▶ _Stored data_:
Content starts

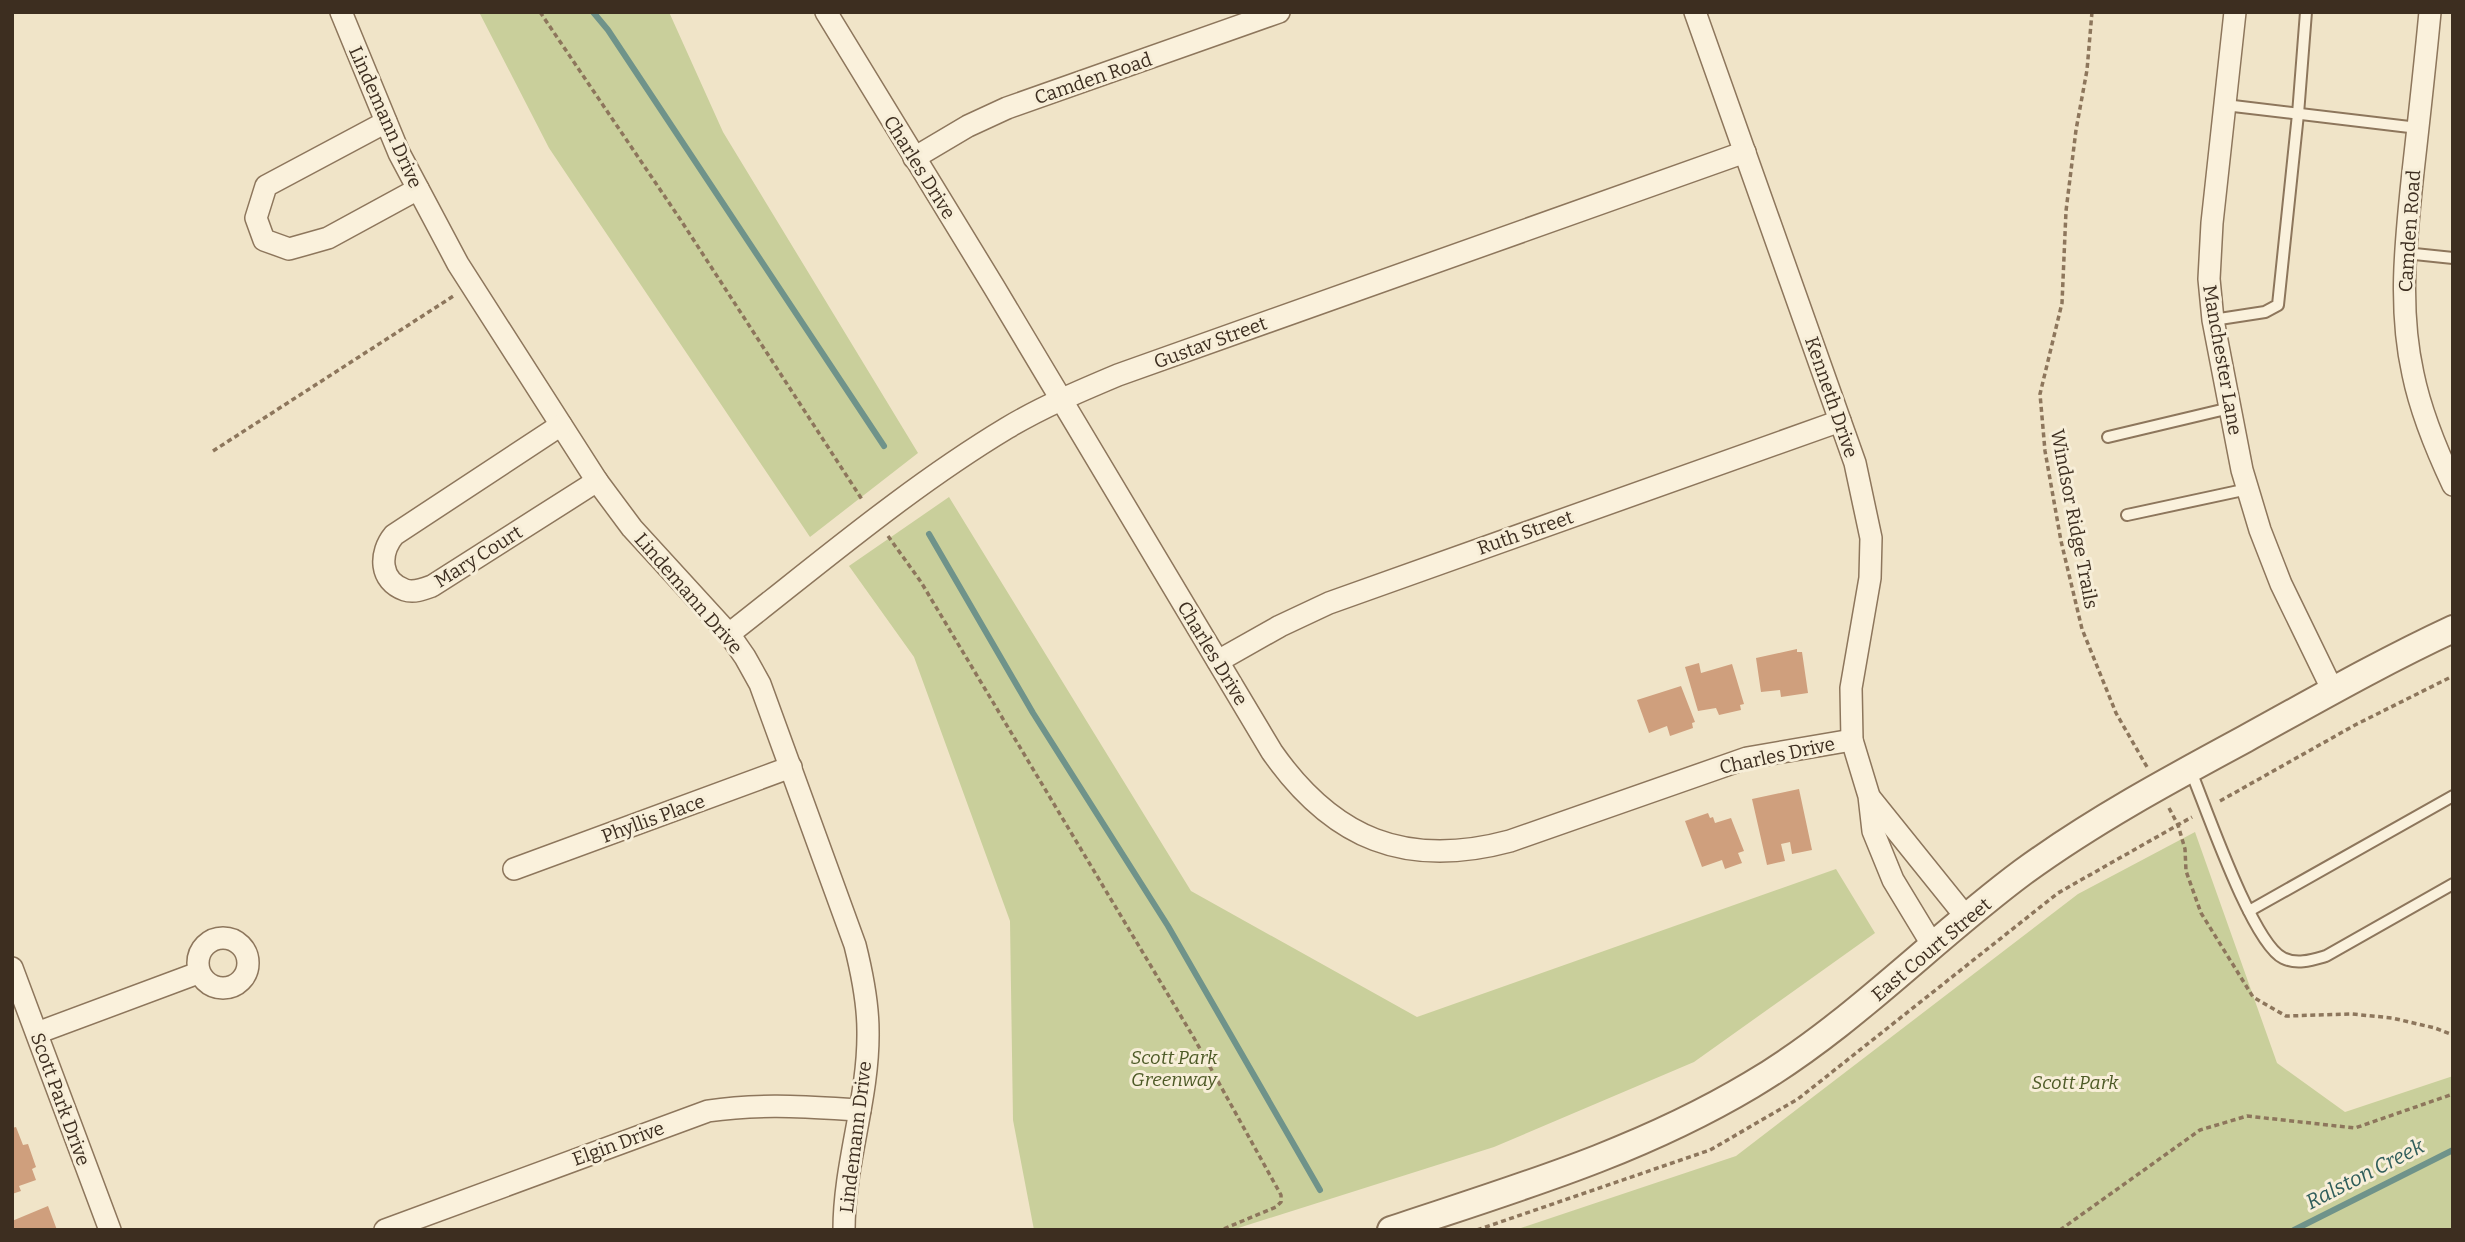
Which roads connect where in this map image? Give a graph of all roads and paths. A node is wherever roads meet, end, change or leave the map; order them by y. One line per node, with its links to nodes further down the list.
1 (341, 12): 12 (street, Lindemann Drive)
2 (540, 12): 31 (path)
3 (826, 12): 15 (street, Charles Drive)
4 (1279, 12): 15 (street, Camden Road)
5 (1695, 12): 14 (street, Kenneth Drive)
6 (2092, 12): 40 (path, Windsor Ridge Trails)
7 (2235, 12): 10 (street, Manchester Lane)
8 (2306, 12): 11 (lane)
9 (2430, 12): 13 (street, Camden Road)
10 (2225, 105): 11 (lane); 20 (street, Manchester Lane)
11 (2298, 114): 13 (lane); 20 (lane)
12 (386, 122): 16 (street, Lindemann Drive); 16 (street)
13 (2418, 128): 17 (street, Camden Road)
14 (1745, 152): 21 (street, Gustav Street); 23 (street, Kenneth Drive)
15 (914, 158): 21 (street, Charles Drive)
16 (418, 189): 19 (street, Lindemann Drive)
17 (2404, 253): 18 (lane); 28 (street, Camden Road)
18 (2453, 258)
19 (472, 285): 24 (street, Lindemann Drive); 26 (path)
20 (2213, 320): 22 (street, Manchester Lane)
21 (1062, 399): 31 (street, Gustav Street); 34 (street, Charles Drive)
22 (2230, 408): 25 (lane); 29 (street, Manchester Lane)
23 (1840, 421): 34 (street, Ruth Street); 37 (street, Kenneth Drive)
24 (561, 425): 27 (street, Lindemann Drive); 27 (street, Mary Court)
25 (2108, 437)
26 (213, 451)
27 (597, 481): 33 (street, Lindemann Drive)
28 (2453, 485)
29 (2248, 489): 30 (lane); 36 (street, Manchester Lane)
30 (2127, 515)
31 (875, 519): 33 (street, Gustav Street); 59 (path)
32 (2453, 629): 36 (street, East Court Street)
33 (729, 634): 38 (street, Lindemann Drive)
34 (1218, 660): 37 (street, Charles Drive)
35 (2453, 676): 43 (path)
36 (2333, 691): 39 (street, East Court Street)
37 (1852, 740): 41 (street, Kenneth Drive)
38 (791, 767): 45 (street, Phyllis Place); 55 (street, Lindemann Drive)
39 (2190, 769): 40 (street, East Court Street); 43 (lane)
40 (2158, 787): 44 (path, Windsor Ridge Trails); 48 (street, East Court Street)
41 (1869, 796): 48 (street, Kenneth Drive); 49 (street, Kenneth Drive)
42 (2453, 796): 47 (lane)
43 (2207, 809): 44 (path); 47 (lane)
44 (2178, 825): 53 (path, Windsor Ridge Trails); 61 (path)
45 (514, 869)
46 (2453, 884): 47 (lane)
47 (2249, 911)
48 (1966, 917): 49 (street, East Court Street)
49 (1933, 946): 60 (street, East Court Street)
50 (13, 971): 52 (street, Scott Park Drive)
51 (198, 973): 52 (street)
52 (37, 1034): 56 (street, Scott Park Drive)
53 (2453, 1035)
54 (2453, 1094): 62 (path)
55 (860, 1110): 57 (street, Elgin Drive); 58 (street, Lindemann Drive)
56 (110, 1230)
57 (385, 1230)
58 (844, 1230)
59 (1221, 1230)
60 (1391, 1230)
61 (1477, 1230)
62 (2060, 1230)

Content ends

▶ _Activity_: Return a copy of every line in the records that includes the string "Camden".

▶ _Result for this exercise_:
4 (1279, 12): 15 (street, Camden Road)
9 (2430, 12): 13 (street, Camden Road)
13 (2418, 128): 17 (street, Camden Road)
17 (2404, 253): 18 (lane); 28 (street, Camden Road)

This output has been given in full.